The combination of identityA + identityB + hashtag
is the secret that both parties know. Not like super secret but still pretty secret, and Patron-adjustable in strength depending on the situation. This combination is first one-way hashed
so it's matchable yet remains a secret, and then forms the encryption key for both people's thought messages. You can figure out the rest yourself, but here is the down'n'dirty SQL spec
. If that's a little too heavy at this time of day then let's walk though it...
- Receive two identities (e.g. Email address, Facebook username, Twitter handle, etc.) and a message containing one hashtag from Alice, who wants to match a thought with Bob.
- Combine the two identities and the hashtag into one long string.
- Do a one-way hash of this string.
- Generate a security token, use that token as an encryption key for Alice's Thought data, insert (a) the encrypted Thought data, (b) the hashed Thought data, and (c) a one-way hash of the token all into the database. Note also that the hashed Thought data is further encrypted by a master key located on the application server.
- Alice must now prove she owns her Email, Facebook, etc. account...
She has 30 minutes to prove ownership...
- If using email, send her a link with the thought token that she must click to prove she owns the email account.
- If using Facebook, Twitter, etc., Alice must copy a given random alphanumeric passphrase into her public profile.
Mark the account ownership confirmed and the Thought available for matching. This means taking the Thought's message and encrypting it using the hashed Thought (one-way hash of the two identities and the hashtag) as the encryption key and adding all this in another field in the database, which is also encrypted by a master key on the application server for further defense. All Thought data is now encrypted even from Thoughter itself.
Alice now waits for Bob to match the Thought. To help her chances she can ask Thoughter to send a hint to Bob.
Some time later Bob gets the Hint and can attempt to match the Thought if they wish...
- If she never does, a cleanup process will delete the unconfirmed Thought after 30 minutes and the funnel ends here.

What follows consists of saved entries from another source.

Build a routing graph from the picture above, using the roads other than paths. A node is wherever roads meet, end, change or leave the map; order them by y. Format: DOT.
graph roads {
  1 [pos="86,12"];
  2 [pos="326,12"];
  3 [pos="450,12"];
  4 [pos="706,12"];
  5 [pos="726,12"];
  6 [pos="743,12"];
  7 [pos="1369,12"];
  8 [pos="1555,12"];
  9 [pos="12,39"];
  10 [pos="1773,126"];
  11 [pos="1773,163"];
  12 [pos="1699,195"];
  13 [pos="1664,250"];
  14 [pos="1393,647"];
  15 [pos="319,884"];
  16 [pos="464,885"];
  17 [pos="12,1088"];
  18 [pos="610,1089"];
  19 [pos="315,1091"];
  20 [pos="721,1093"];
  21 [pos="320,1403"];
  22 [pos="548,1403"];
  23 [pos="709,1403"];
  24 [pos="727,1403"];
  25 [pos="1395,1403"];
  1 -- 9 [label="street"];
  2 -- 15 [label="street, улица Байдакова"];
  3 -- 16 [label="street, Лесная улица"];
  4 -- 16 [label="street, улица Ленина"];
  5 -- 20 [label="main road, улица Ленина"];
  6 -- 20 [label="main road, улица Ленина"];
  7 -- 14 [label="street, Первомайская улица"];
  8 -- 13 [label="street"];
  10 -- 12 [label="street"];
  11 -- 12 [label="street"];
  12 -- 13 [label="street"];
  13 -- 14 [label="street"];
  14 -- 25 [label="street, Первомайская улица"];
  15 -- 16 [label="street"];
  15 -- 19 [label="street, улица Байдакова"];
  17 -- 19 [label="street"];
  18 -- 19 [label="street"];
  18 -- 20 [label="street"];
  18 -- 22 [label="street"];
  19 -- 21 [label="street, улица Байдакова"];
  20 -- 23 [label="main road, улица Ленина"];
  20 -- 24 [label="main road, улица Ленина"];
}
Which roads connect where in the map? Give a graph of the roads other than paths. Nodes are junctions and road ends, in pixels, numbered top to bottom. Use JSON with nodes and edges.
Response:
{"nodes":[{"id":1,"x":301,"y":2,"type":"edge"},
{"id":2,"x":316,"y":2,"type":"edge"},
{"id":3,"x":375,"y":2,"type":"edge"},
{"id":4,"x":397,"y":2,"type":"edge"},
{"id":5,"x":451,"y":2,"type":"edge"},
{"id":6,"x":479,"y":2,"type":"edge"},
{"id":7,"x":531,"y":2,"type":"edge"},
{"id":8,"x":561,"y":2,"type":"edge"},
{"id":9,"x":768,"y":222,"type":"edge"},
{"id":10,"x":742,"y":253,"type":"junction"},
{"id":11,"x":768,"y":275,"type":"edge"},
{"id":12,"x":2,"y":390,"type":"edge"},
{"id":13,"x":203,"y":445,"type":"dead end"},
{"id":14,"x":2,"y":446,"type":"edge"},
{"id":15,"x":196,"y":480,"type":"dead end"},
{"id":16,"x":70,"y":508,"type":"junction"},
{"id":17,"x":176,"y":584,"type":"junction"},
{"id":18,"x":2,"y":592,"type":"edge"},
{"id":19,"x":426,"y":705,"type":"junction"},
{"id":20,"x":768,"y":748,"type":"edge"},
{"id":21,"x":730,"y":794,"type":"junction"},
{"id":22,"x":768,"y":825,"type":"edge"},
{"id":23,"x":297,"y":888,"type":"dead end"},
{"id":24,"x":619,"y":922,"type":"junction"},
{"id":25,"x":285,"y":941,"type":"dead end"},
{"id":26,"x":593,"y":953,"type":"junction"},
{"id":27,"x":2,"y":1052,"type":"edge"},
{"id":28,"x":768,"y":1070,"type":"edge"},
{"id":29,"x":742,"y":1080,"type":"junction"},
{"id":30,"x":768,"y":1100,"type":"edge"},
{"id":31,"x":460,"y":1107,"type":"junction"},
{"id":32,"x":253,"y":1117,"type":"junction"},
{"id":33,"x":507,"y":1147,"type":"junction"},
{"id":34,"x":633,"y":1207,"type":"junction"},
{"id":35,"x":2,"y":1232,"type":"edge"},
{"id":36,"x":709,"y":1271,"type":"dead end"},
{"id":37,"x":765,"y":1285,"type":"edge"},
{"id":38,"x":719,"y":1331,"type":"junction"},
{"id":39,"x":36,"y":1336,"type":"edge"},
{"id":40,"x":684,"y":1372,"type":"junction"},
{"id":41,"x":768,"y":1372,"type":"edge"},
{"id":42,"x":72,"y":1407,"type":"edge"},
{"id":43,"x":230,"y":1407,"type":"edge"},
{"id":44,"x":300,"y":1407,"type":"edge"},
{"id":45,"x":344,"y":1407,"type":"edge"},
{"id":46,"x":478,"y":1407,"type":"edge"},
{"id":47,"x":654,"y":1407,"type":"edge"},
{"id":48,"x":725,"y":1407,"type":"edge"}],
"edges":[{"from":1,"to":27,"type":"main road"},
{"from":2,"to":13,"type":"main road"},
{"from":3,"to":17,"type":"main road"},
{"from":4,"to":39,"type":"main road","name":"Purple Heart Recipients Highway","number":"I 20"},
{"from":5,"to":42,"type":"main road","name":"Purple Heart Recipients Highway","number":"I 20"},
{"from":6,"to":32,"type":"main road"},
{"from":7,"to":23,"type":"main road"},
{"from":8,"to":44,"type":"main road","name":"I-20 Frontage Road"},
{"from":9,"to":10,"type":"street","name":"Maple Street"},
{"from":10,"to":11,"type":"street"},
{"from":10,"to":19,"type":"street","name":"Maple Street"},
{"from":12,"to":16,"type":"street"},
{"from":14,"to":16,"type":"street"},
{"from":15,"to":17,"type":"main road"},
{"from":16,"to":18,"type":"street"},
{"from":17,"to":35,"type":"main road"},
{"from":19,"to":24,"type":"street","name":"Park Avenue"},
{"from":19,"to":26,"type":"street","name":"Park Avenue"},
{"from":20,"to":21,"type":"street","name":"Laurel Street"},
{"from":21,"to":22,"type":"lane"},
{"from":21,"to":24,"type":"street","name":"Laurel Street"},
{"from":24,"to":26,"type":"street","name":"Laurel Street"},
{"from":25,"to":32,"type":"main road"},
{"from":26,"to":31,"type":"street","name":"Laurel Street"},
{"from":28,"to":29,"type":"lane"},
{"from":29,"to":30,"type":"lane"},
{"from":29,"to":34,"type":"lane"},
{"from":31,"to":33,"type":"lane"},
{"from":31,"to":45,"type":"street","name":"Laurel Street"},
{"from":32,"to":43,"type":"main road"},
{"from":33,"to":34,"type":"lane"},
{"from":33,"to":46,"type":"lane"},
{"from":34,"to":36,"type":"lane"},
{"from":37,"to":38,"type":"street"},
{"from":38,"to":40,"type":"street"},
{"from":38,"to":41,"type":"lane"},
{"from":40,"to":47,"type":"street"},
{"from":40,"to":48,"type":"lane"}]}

- If she does prove ownership...
Remember Alice's Thought data is locked from Aytwit, but Bob's Thought data acts as the symmetric key to (a) check if there's a match in the first place and (b) unlock the match. In this case there's a match so...
Inform Alice and Bob of the thought match. Bob is informed immediately. Alice must either refresh the page again or sign up for an email notification.
Delete all of Alice's and Bob's data from the database.
- If he doesn't then Alice's Thought data is deleted by a cleanup process at the end of its duration and the funnel ends here.
- But if he correctly guesses the hashtag and who sent the Thought...
There's only one inherent conceptual weakness in Thoughter's protocol. If the Federales
knock down the door and demand to know whether Pancho Villa
has an unmatched thought to Francisco Madero
, that can be checked. However, the Federales must provide the exact email addresses and hashtag used within the time window that Pancho pushed his thought. In other words they must already know the information they're looking for in the first place, and
look for it at the right time. They can't just look through the entire database to see if any revolutions are forming. Furthermore, Pancho and Fransisco can use private email addresses or a secret hashtag to make it practically impossible for anyone to decipher their shared thought. And of course the thought is deleted as soon as it can be. As a result of all this, if there's a public database leak, not only is the data limited and largely useless, but it is also encrypted by a private key stored entirely separately from the database. So a hacker would have to compromise two separate systems and their reward would still be a bunch of random numbers and letters, each row of which is only decipherable if the hacker knows the two email addresses and the hashtag used to form that row. And if they know it already then the information causes limited damage.
If Alice pushes a thought to Bob, Alice can have Thoughter send a hint to Bob without revealing the whole thought or who it's from. This helps solve problems like Bob not even knowing that Thoughter exists, in which case Alice's thought would obviously never get matched. Sending a hint costs $0.50 USD to help support the service and reduce spam. As the service becomes popular then hints may be used less. Here are the following hint types and what they reveal:
- Anonymous: The other person is told that someone is thinking something about them, but not who or what.
- Hashtag Only: The other person is given the exact hashtag you used in your thought and that's it. They have to guess who sent it and on what platform.
- Platform Only: The other person is given the platform (Email, Facebook, Twitter, etc.) and that's it. They have to guess who sent it and what hashtag was used.
- Platform and Hashtag: The other person is given the platform and hashtag. They just have to guess who sent the thought.
- Identity Only: The other person is told who precisely sent the thought. They just have to guess the hashtag.
- Everything: The other person is told who sent the thought and the hashtag. This is useful for hashtags like #coinFlip, #rocksPaperScissors and for secure messaging with a #channelName.